If OSD needs her mom in a difficult time, that's one thing. But to make her own dad feel like crap as an excuse not to come, that's just mean. Apparently they'll be getting their nails done and more this weekend... because they can't seem to do it on BMs weekends. SO still thought that OSD might have an issue with him... No, SS said it has nothing to do with anything on our end. She is just BMs favorite right now. 

I was still frustrated after learning all this, but I guess it's good to know that we're not doing anything wrong, we're just not BM. We had a nice night with SS and YSD with their cousins, until SO got a call that his uncle had passed unexpectedly. I feel so bad for SO, he can't catch a break. 

Rags's picture

to not comply with a COd visitation schedule.

Every time she fails to comply with the COd visitation schedule DH needs to smack BM with a contempt motion. Every time.

See how the brat likes seeing mommy get her ass bared and embarrassed in court.

Every time!

Parents who do not set and enforce behavioral standards get this kind of shit from their spawn.  Quality parents, while they may deal with occassional hormonal teen crap, do not let it stand, shut it down, and do not tolerate this kind of crap.

Try that.

 

NeverEnough321's picture

Honestly, we'd prefer to not have OSD here if she doesn't want to be here. She is a mini version of BM and is under her spell right now. She is only going to make visits unpleasant for her siblings and SS flat out said he's happier when she's not around. All she does is try to get him grounded. YSD is a lot more talkative because her older sister isn't there to judge her. SO and I do miss OSD.. when she wants to be here. SO it's still keeping in touch with her to let her know he still wants to see her, but forcing her will only make everyone unhappy. 

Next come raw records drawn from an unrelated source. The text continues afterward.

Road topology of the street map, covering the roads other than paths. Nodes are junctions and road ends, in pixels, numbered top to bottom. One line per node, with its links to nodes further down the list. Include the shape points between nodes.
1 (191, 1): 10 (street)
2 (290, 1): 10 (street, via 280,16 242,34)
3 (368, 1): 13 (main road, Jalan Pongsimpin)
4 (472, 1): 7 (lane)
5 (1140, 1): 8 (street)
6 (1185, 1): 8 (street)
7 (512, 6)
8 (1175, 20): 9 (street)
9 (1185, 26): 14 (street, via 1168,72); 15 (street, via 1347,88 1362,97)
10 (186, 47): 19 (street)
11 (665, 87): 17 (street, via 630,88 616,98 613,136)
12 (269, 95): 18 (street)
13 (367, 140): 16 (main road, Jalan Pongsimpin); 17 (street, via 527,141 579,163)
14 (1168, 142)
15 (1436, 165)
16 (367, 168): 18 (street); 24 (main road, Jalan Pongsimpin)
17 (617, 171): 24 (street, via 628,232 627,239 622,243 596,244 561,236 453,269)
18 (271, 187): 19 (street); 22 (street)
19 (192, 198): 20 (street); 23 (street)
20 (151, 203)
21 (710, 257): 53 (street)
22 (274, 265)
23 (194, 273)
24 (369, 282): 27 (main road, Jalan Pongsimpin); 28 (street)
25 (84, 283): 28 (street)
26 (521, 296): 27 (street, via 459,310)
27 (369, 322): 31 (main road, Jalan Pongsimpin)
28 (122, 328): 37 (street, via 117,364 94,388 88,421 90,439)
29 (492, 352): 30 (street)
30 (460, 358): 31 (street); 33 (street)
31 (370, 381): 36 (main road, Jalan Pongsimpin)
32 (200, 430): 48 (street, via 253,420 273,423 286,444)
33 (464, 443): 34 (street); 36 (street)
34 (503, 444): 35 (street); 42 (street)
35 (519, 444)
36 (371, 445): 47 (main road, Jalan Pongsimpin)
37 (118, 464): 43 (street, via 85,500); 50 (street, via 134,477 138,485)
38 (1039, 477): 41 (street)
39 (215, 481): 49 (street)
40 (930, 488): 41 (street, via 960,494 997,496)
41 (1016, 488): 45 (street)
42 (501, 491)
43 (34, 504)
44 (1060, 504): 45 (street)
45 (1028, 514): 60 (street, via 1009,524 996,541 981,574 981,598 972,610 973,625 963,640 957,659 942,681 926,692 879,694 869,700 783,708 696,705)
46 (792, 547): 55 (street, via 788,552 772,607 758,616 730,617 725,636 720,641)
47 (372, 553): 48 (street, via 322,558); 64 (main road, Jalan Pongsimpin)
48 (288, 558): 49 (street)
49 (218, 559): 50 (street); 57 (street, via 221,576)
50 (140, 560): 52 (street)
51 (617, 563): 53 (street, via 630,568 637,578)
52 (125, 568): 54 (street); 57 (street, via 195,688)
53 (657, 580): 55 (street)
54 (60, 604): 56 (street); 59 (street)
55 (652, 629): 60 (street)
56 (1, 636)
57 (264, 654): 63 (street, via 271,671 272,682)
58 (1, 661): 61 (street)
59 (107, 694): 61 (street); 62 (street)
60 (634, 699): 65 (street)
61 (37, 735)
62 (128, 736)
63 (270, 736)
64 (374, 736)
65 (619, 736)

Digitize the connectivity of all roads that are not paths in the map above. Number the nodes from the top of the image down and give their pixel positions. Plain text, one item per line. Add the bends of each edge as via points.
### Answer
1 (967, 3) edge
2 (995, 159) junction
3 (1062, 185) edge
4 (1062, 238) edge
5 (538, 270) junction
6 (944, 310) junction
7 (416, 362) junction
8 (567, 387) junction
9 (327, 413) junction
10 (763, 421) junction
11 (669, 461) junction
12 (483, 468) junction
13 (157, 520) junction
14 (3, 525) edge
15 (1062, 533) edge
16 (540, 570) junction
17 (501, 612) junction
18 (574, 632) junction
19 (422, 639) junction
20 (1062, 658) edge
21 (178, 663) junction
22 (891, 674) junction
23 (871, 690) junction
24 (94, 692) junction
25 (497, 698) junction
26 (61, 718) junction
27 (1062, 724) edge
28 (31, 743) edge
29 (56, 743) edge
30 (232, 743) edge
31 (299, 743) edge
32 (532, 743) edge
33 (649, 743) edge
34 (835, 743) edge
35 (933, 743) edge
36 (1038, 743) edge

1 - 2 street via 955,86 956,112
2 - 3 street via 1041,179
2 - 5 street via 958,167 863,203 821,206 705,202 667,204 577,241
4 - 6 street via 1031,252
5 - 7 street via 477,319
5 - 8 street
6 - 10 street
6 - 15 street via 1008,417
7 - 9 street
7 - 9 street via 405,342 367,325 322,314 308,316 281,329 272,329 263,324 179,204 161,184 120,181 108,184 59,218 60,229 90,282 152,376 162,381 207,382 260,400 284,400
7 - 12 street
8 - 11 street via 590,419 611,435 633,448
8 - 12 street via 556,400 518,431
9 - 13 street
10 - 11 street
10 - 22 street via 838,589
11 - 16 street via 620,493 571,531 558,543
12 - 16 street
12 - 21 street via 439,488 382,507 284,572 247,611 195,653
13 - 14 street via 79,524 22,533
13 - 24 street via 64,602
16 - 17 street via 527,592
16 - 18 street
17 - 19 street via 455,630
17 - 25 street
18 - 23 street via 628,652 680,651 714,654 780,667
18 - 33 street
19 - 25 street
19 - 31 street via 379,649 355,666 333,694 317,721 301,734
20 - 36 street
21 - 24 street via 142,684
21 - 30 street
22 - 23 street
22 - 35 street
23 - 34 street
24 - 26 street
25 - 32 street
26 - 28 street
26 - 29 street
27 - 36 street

SOs and BMs judge is not reliable so going to court is not worth it at this point. We cannot force OSD out of the house when SO picks her up, even if the police were called, they wouldn't force her either. In a perfect world, a judge would hand BMs ass to her, but that is definitely not the case. 

Rags's picture

about applying consequences on BM for interfering in DH's visitation.

Kids are minors. They do not get to make adult decisons. Since BM is not surrendering OSD per the CO, BM needs to get spanked with a contempt motion every time OSD fails to visit. 

Even if the Judge does not make solid decions, that BM has to drag her ass to court to answer the contempt motions, over, and over, and over again may just get BM to booT OSD out the door on visitation days.

Once OSD is there, she can spend her time in an isolated room with no electronics if she pulls her usual behavior.  That shows SS and YSD that OSD's crap is not tolerated and they don't have to tolerate OSD's crap either. Not even at BM/s.

OSD Is a bully. She needs to be put in her place. Even by her sibs.